Pizarro was reading for her course, “Calling Bull: Data Literacy and Information Science,” taught by Associate Professor of Digital and Computational Studies Carrie Diaz Eaton. The course teaches students how to spot, dissect, and publicly refutes false claims and inferences based on quantitative, statistical, and computational analysis of data.
Instead of Studying
Mazie Chamberlin ’27 of New York City plays the guitar while “quadding” with new Bates friends on the Historic Quad.
The friends arranged themselves in Adirondack chairs, prepared to work. But pleasant distractions, including the great weather, a guitar, and a tambourine, led them down a slightly different path that featured folk music, conversation, and a bit of reading — Naomi Klein’s climate crisis classic, This Changes Everything.
Catching Up
Mark Tizzoni, assistant professor of classical and medieval studies, and Truman Williams ’25 of Montclair, N.J., continue their conversation following a class session of Tizzoni’s course “Colonization and Resistance in Late Antique North Africa.”

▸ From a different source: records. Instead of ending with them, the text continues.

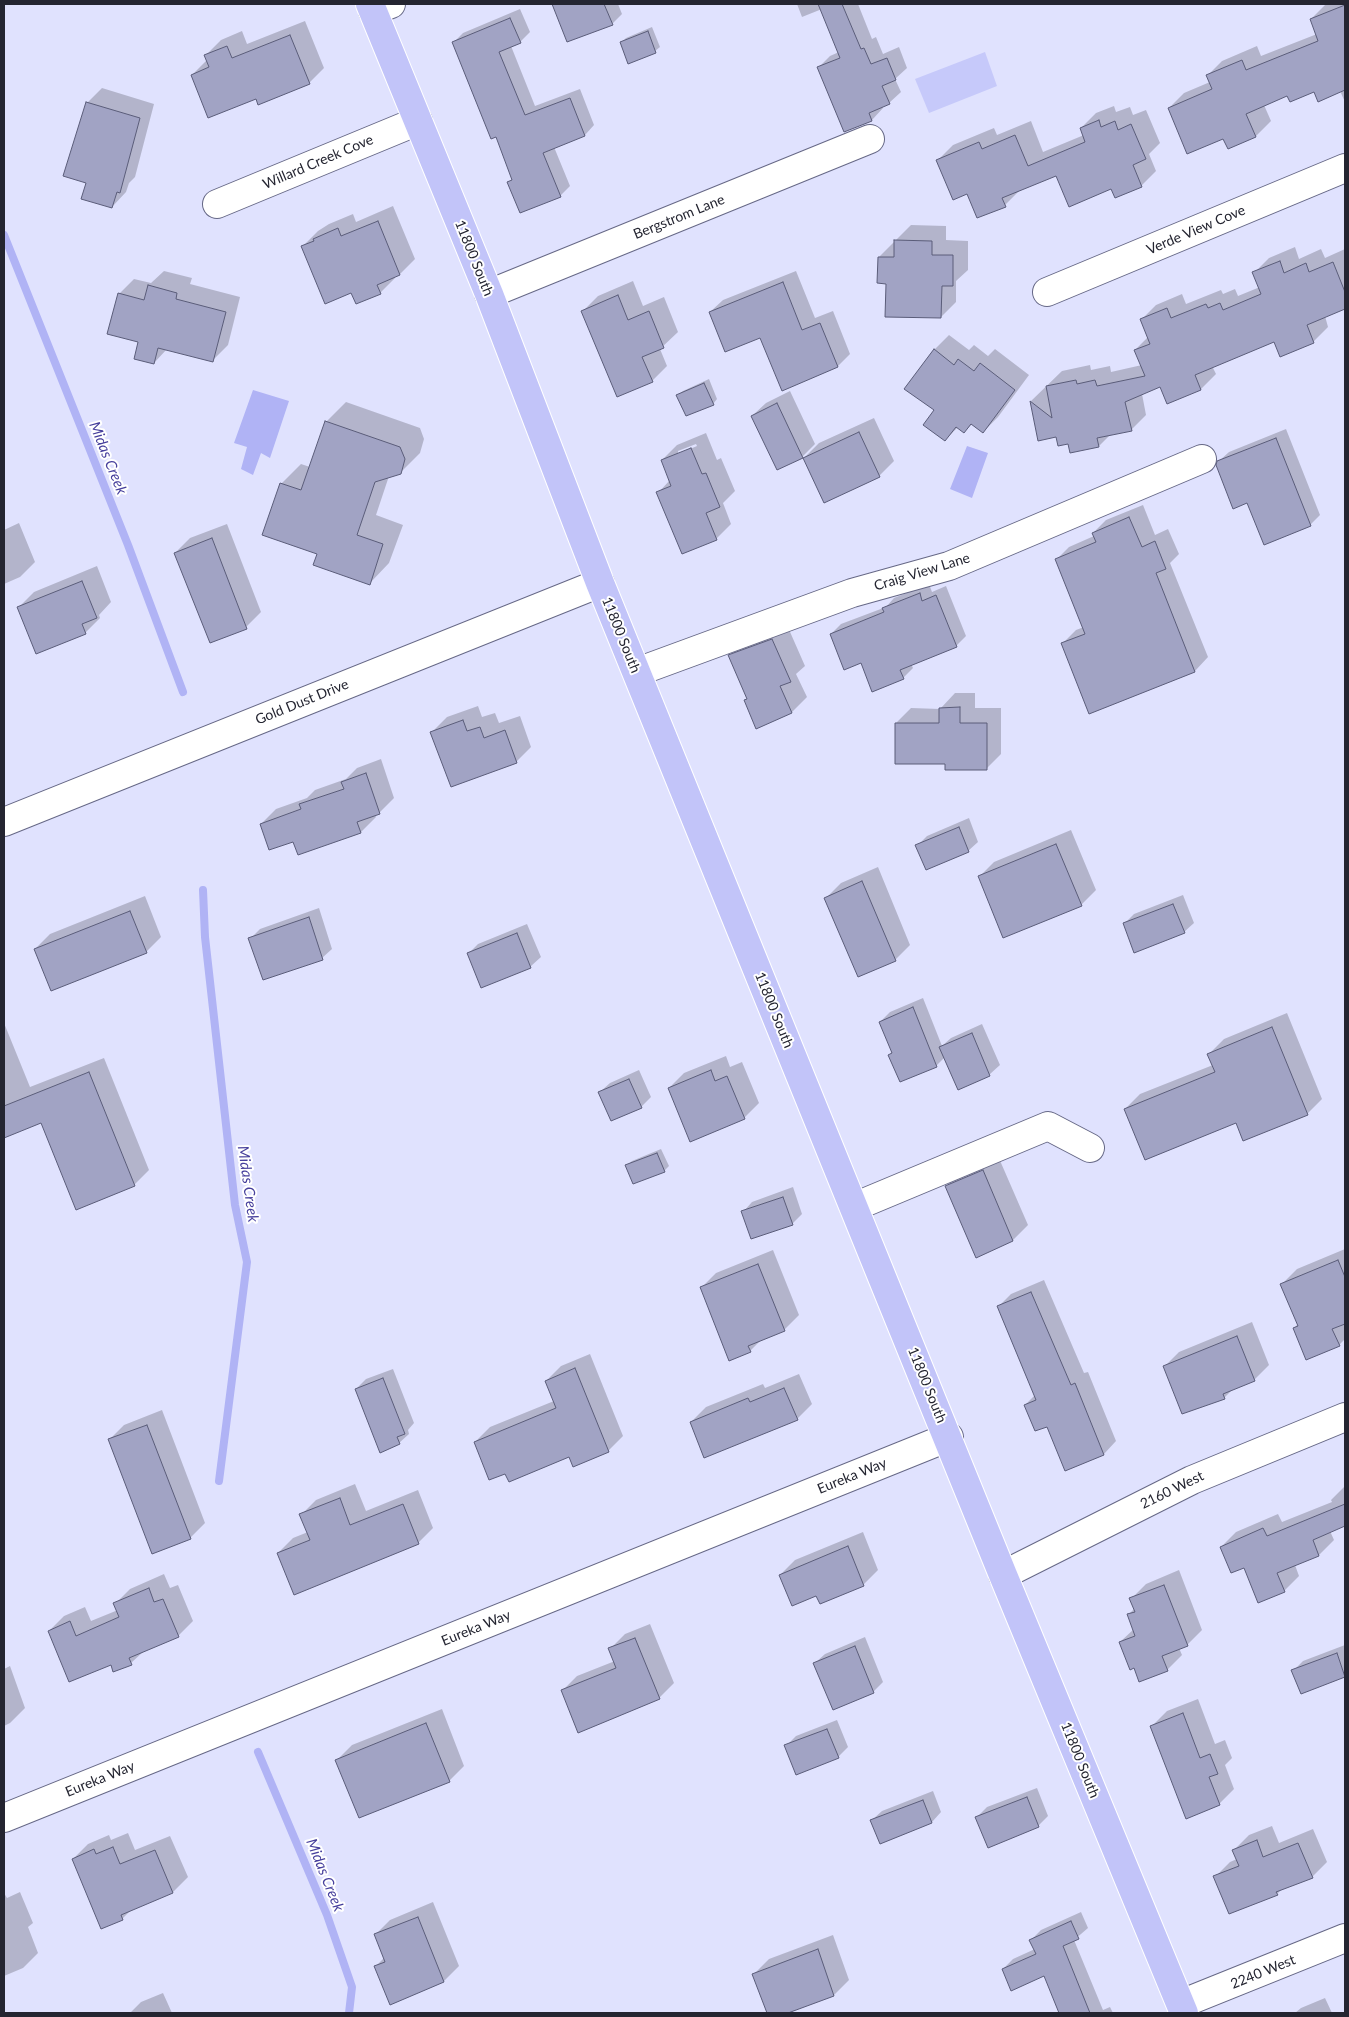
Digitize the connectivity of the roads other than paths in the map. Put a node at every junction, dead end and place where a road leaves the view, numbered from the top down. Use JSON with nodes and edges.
{"nodes":[{"id":1,"x":378,"y":6,"type":"edge"},
{"id":2,"x":418,"y":121,"type":"junction"},
{"id":3,"x":870,"y":139,"type":"dead end"},
{"id":4,"x":1345,"y":168,"type":"edge"},
{"id":5,"x":218,"y":204,"type":"dead end"},
{"id":6,"x":1047,"y":292,"type":"dead end"},
{"id":7,"x":488,"y":294,"type":"junction"},
{"id":8,"x":1202,"y":459,"type":"dead end"},
{"id":9,"x":600,"y":583,"type":"junction"},
{"id":10,"x":637,"y":672,"type":"junction"},
{"id":11,"x":4,"y":822,"type":"edge"},
{"id":12,"x":1090,"y":1148,"type":"dead end"},
{"id":13,"x":854,"y":1207,"type":"junction"},
{"id":14,"x":1345,"y":1417,"type":"edge"},
{"id":15,"x":948,"y":1437,"type":"junction"},
{"id":16,"x":1003,"y":1575,"type":"junction"},
{"id":17,"x":4,"y":1818,"type":"edge"},
{"id":18,"x":1345,"y":1938,"type":"edge"},
{"id":19,"x":1182,"y":2009,"type":"edge"}],
"edges":[{"from":1,"to":2,"type":"main road","name":"11800 South"},
{"from":2,"to":5,"type":"street","name":"Willard Creek Cove"},
{"from":2,"to":7,"type":"main road","name":"11800 South"},
{"from":3,"to":7,"type":"street","name":"Bergstrom Lane"},
{"from":4,"to":6,"type":"street","name":"Verde View Cove"},
{"from":7,"to":9,"type":"main road","name":"11800 South"},
{"from":8,"to":10,"type":"street","name":"Craig View Lane"},
{"from":9,"to":10,"type":"main road","name":"11800 South"},
{"from":9,"to":11,"type":"street","name":"Gold Dust Drive"},
{"from":10,"to":13,"type":"main road","name":"11800 South"},
{"from":12,"to":13,"type":"street"},
{"from":13,"to":15,"type":"main road","name":"11800 South"},
{"from":14,"to":16,"type":"street","name":"2160 West"},
{"from":15,"to":16,"type":"main road","name":"11800 South"},
{"from":15,"to":17,"type":"street","name":"Eureka Way"},
{"from":16,"to":19,"type":"main road","name":"11800 South"},
{"from":18,"to":19,"type":"street","name":"2240 West"}]}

“We were talking about Indigenous and Roman identities and the ways in which they competed and coexisted in the colonized landscape of the late antique Maghreb,” said Tizzoni. “That, and catching up after summer break!”
Toe-to-Toe
Adi Kolff ’25, a double major in biology and in earth and climate sciences from Philadelphia, and Abby Marriott ’25, an environmental studies major from Brooklyn, N.Y., compare the size of their feet on the Historic Quad.
Close call: Marriott is a women’s size 11; Kolff, a men’s 10.5.
Leading the Way
A group of Bonner Leaders pose for a photograph during the annual volunteer fair, sponsored by the Harward Center for Community Partnerships.
With a commitment to community service and civic engagement, Bonner Leaders spend four hours each week working with Lewiston-Auburn community partners. The experience “provides me with the opportunity to connect with incredible individuals who share our passion for making a positive difference,” said Sivani Arvapalli ’26 (second from right) of South Windsor, Conn.
From left, Vyshu Viju ‘26, Robbie Washburne ‘26, Chidera Kalu-Uka ‘27, Marisela Flores Pineda ‘24, Leith Chikh Rouhou ‘26, Sivani Arvapalli ’26, and Hana Roggendorf ‘27.
Killing It
Ami Evans ’26 of Honolulu had 11 kills in the Bobcats’ 3-2 victory over Connecticut College in September.
Top Teacher
Associate Professor of Mathematics Katy Ott leads a session of her course “Mathematics for Social Justice,” which teaches quantitative literacy, critical thinking, and problem-solving skills in a socially relevant context.
Ott recently received the 2023 Kroepsch Award, the college’s highest award for excellence in teaching. On a humorous note, one student’s nomination said that Ott’s “ability to not only teach the class in a wonderful interesting way, but in a low-stress environment that almost tricks you into understanding the subject, will always baffle me!”
‘United’ at Bates
This year, 47 students from 28 different countries have come to Bates as Davis United World College Scholars.
From left, here are three who are seniors this year: Miguel Angel Pacheco of Caracas, Venezuela; Sebastián León Fallas of Perez Zeledon, Costa Rica; and Maria Francisca Pereira Pinto Costeira da Rocha of Porto, Portugal. As photo props, they used juggling rings belonging to Pacheco.
The Davis UWC Scholars Program awards need-based scholarship funding to graduates of schools and colleges in the United World Colleges movement. It is the world’s largest international undergraduate scholarship initiative.
The program is dedicated to supporting promising students from diverse cultures at selected American colleges and universities “to create greater international understanding among the world’s future decision makers.”